L'euroscepticisme menace l'Union
Depuis 1992, l'euroscepticisme explose ! De droite comme de gauche, les critiques pleuvent sur cette Europe jugée trop technocratique et éloignée des citoyens.
Les nationalistes dénoncent la perte de souveraineté et l'incapacité à contrôler l'immigration. La gauche eurocritique attaque le libéralisme, le dumping social et la privatisation des services publics. Résultat : échec des référendums français et néerlandais en 2005, abstention croissante aux élections européennes.

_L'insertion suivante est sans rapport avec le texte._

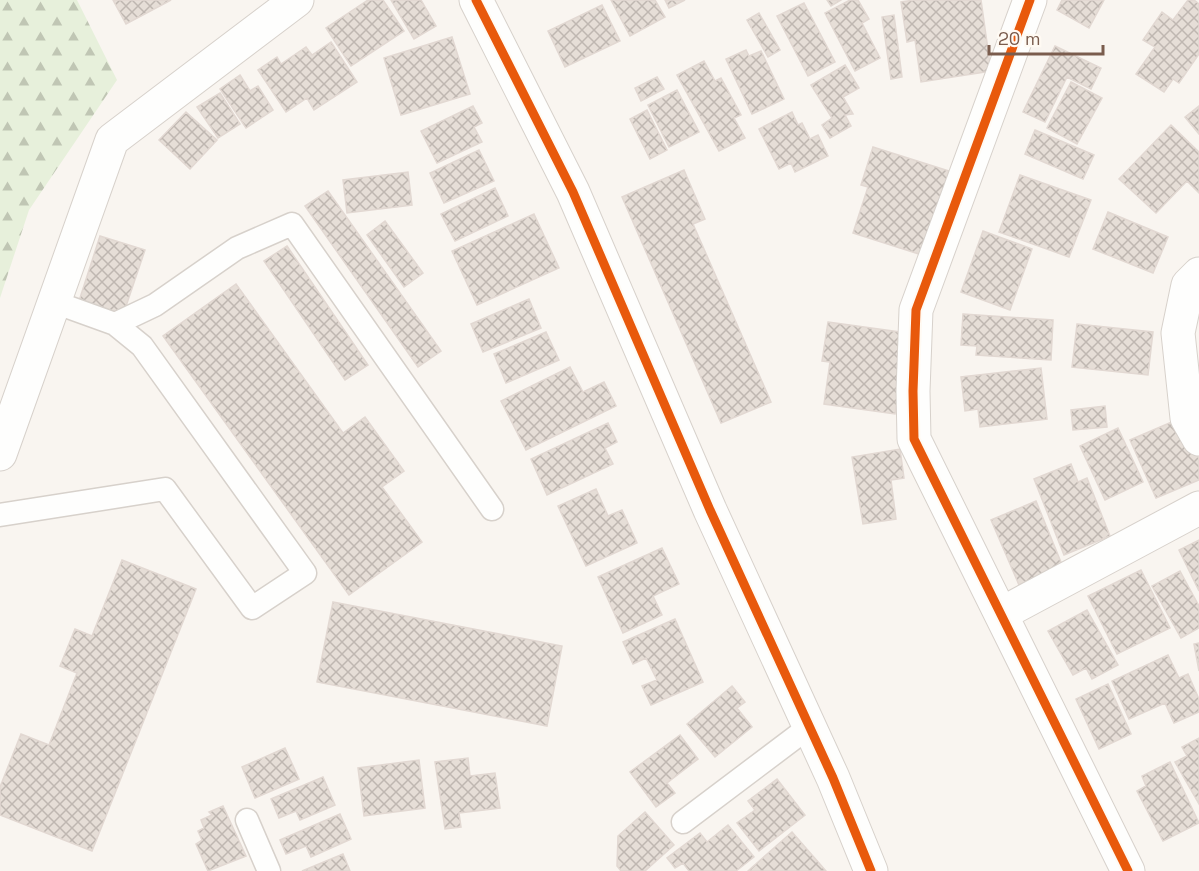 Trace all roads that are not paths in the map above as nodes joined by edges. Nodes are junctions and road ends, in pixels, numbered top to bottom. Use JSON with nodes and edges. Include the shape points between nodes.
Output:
{"nodes":[{"id":1,"x":297,"y":0,"type":"edge"},
{"id":2,"x":476,"y":0,"type":"edge"},
{"id":3,"x":1030,"y":0,"type":"edge"},
{"id":4,"x":1199,"y":274,"type":"edge"},
{"id":5,"x":54,"y":302,"type":"junction"},
{"id":6,"x":115,"y":324,"type":"junction"},
{"id":7,"x":1199,"y":439,"type":"edge"},
{"id":8,"x":0,"y":454,"type":"edge"},
{"id":9,"x":1199,"y":508,"type":"edge"},
{"id":10,"x":492,"y":509,"type":"dead end"},
{"id":11,"x":0,"y":515,"type":"edge"},
{"id":12,"x":1001,"y":614,"type":"junction"},
{"id":13,"x":809,"y":727,"type":"junction"},
{"id":14,"x":247,"y":820,"type":"dead end"},
{"id":15,"x":683,"y":822,"type":"dead end"},
{"id":16,"x":268,"y":871,"type":"edge"},
{"id":17,"x":871,"y":871,"type":"edge"},
{"id":18,"x":1128,"y":871,"type":"edge"}],
"edges":[{"from":1,"to":5,"type":"street","via":[[112,140]]},
{"from":2,"to":13,"type":"street","via":[[573,192]]},
{"from":3,"to":12,"type":"street","via":[[916,310],[914,439]]},
{"from":4,"to":7,"type":"street","via":[[1188,285],[1178,333],[1187,418]]},
{"from":5,"to":6,"type":"lane"},
{"from":5,"to":8,"type":"street"},
{"from":6,"to":10,"type":"lane","via":[[155,305],[237,248],[292,224]]},
{"from":6,"to":11,"type":"lane","via":[[142,346],[305,573],[252,608],[165,489]]},
{"from":9,"to":12,"type":"street"},
{"from":12,"to":18,"type":"street"},
{"from":13,"to":15,"type":"lane"},
{"from":13,"to":17,"type":"street"},
{"from":14,"to":16,"type":"lane"}]}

Les partis eurosceptiques cartonnent ! Rassemblement national, Ligue du Nord, Fidesz... En 2019, ils dirigent l'Italie, la Pologne et la Hongrie. La crise migratoire fait ressurgir les frontières, la crise de la dette profite aux extrêmes.
Le Brexit (51,9% en 2016) illustre parfaitement cette crise. Les Britanniques préfèrent leur souveraineté et leurs liens avec le Commonwealth aux contraintes européennes.
Face à cette crise, l'Europe essaie de réagir : citoyenneté européenne, Erasmus, droit de pétition. Macron propose même des "conventions démocratiques" pour revitaliser l'UE.
💡 À retenir : L'euroscepticisme révèle le déficit démocratique européen et l'éloignement entre les institutions et les citoyens.